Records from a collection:
-.-.-

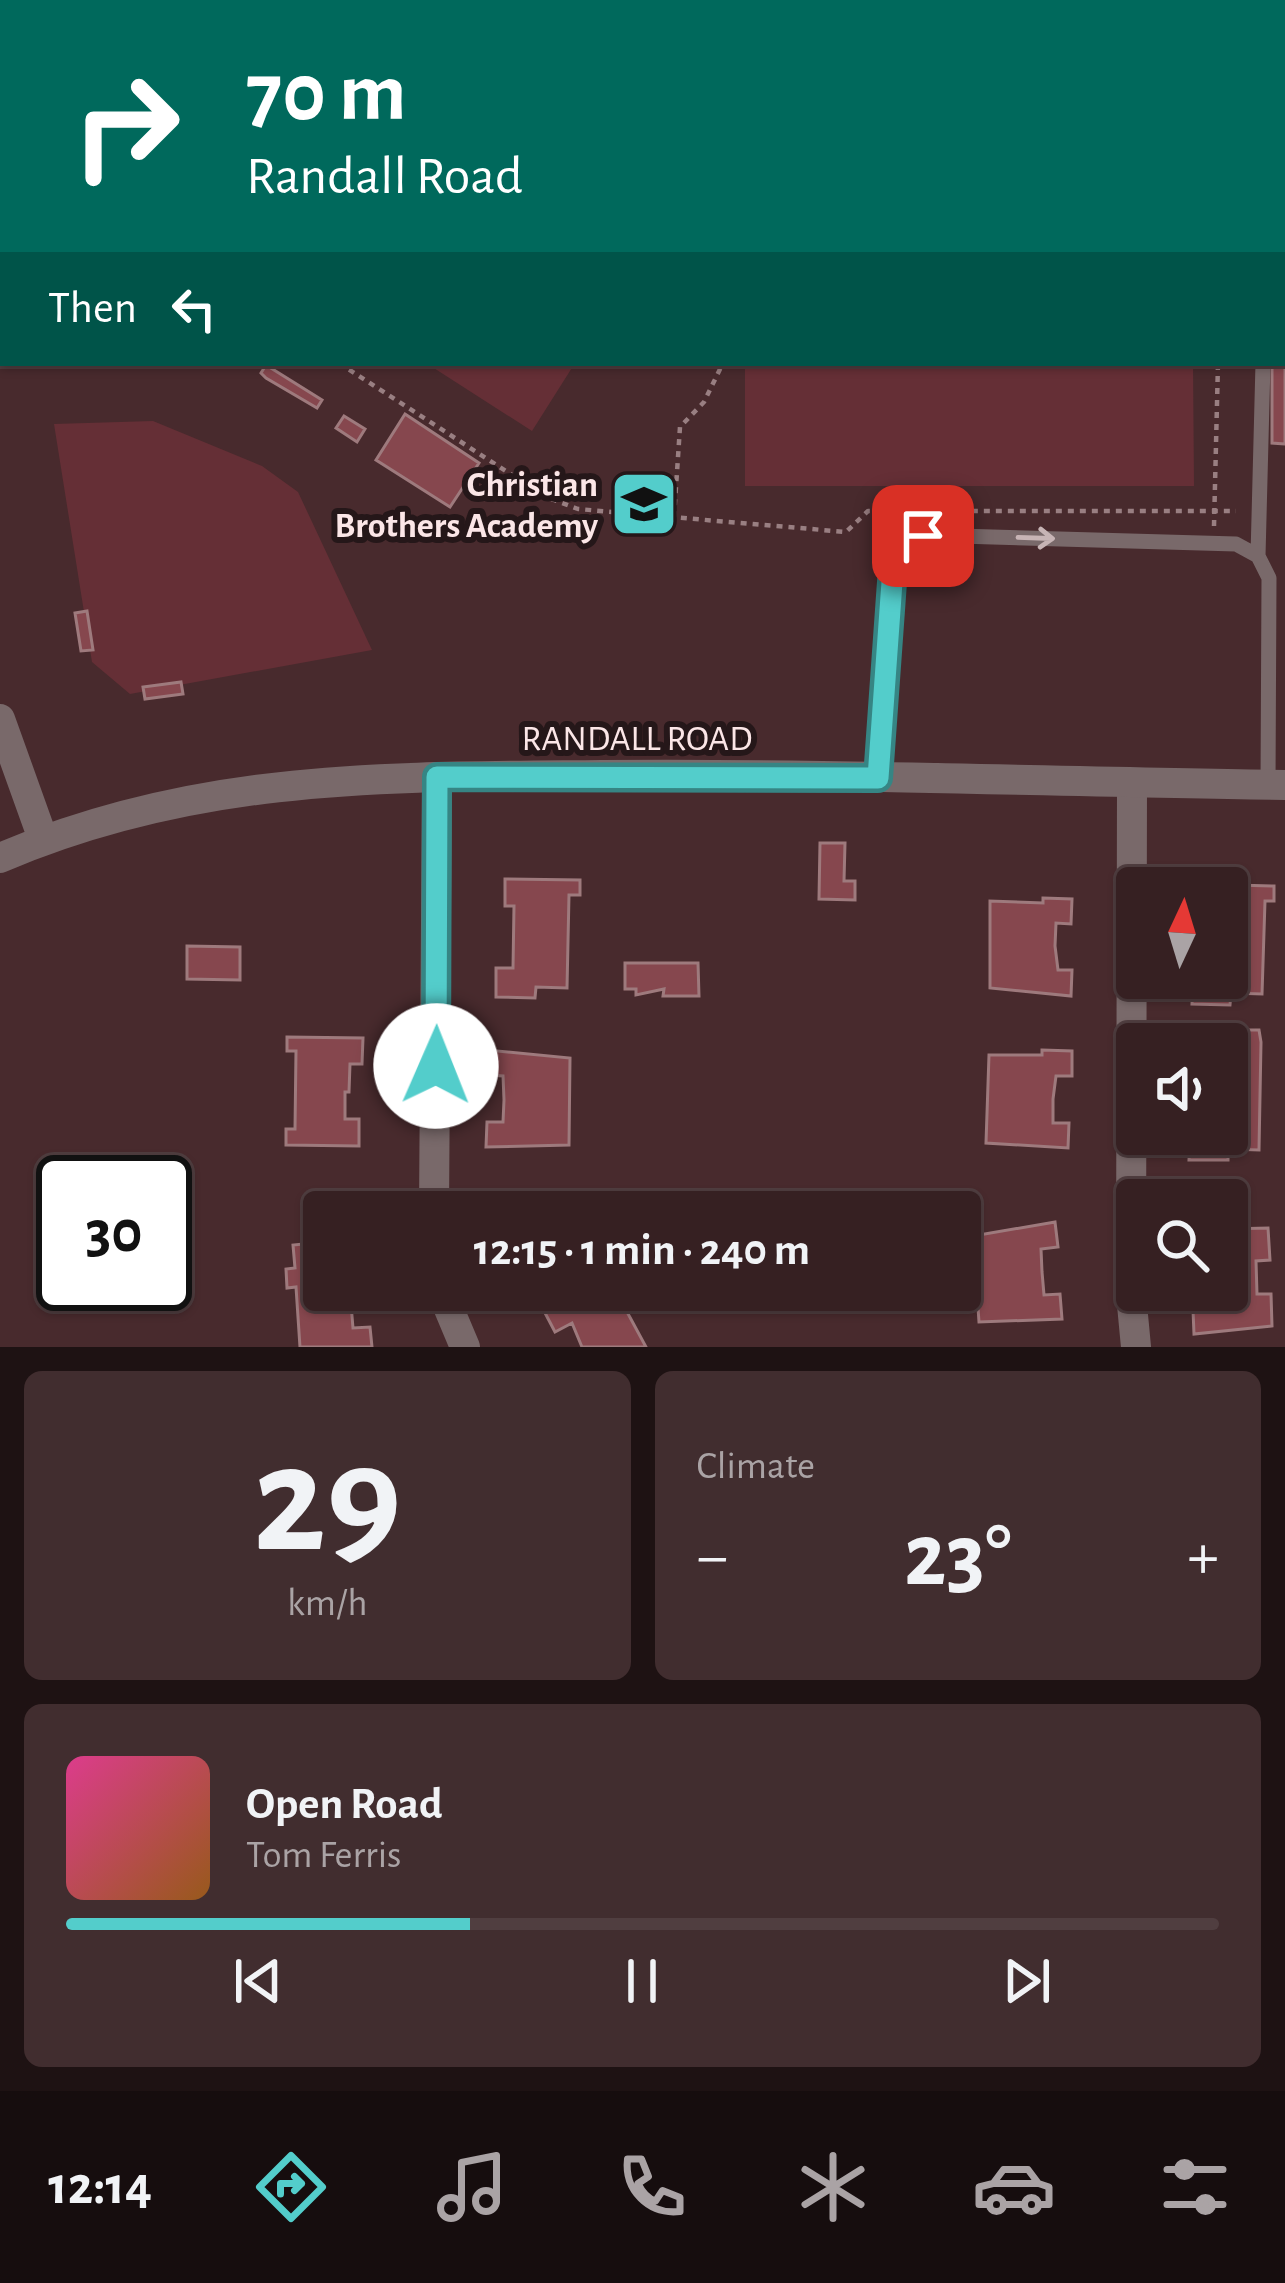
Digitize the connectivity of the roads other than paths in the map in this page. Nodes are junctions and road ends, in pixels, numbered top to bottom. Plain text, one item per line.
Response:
1 (1263, 366) edge
2 (1258, 556) junction
3 (0, 719) edge
4 (437, 777) junction
5 (878, 778) junction
6 (1132, 783) junction
7 (1277, 785) edge
8 (43, 839) junction
9 (0, 858) edge
10 (434, 1191) edge
11 (450, 1311) edge
12 (465, 1347) edge
13 (1136, 1347) edge

1 - 2 lane
5 -> 2 lane
2 - 7 lane
3 - 8 street
4 - 5 street, RANDALL ROAD
4 - 8 street, RANDALL ROAD
4 - 10 street
5 - 6 street, RANDALL ROAD
6 - 7 street, RANDALL ROAD
6 - 13 street
8 - 9 street, RANDALL ROAD
11 - 12 street

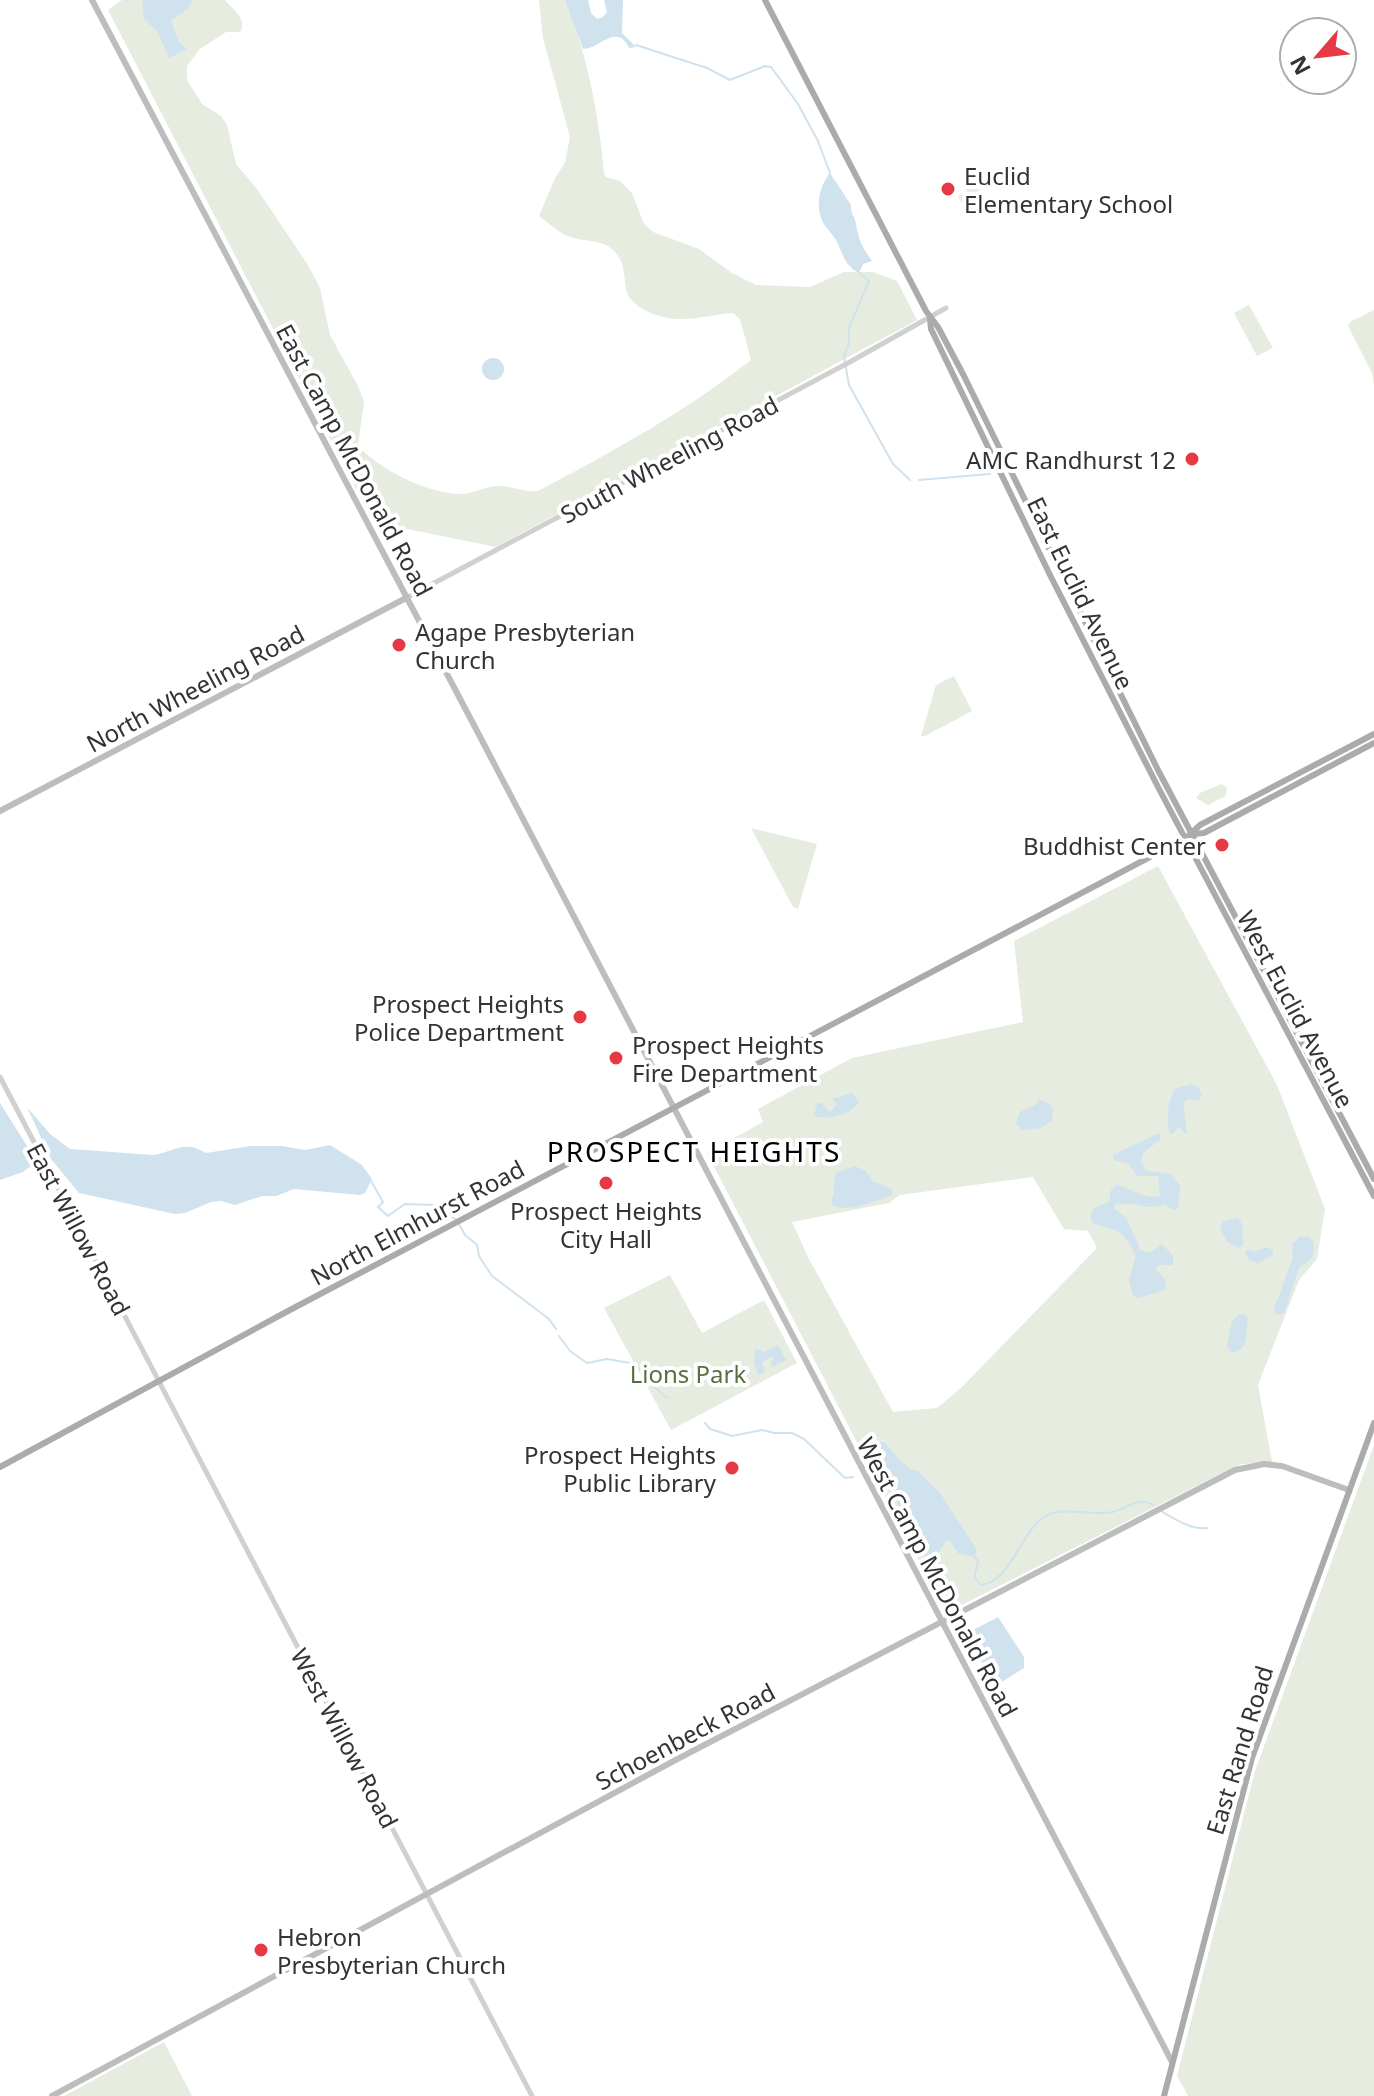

-.-.-

Every entry above is to be set down exactly; the pictures are to be left out.

Digitize the connectivity of the roads other than paths in the map in this page. Nodes are junctions and road ends, in pixels, numbered top to bottom. Plain text, one item per line.
Response:
1 (1263, 366) edge
2 (1258, 556) junction
3 (0, 719) edge
4 (437, 777) junction
5 (878, 778) junction
6 (1132, 783) junction
7 (1277, 785) edge
8 (43, 839) junction
9 (0, 858) edge
10 (434, 1191) edge
11 (450, 1311) edge
12 (465, 1347) edge
13 (1136, 1347) edge

1 - 2 lane
5 -> 2 lane
2 - 7 lane
3 - 8 street
4 - 5 street, RANDALL ROAD
4 - 8 street, RANDALL ROAD
4 - 10 street
5 - 6 street, RANDALL ROAD
6 - 7 street, RANDALL ROAD
6 - 13 street
8 - 9 street, RANDALL ROAD
11 - 12 street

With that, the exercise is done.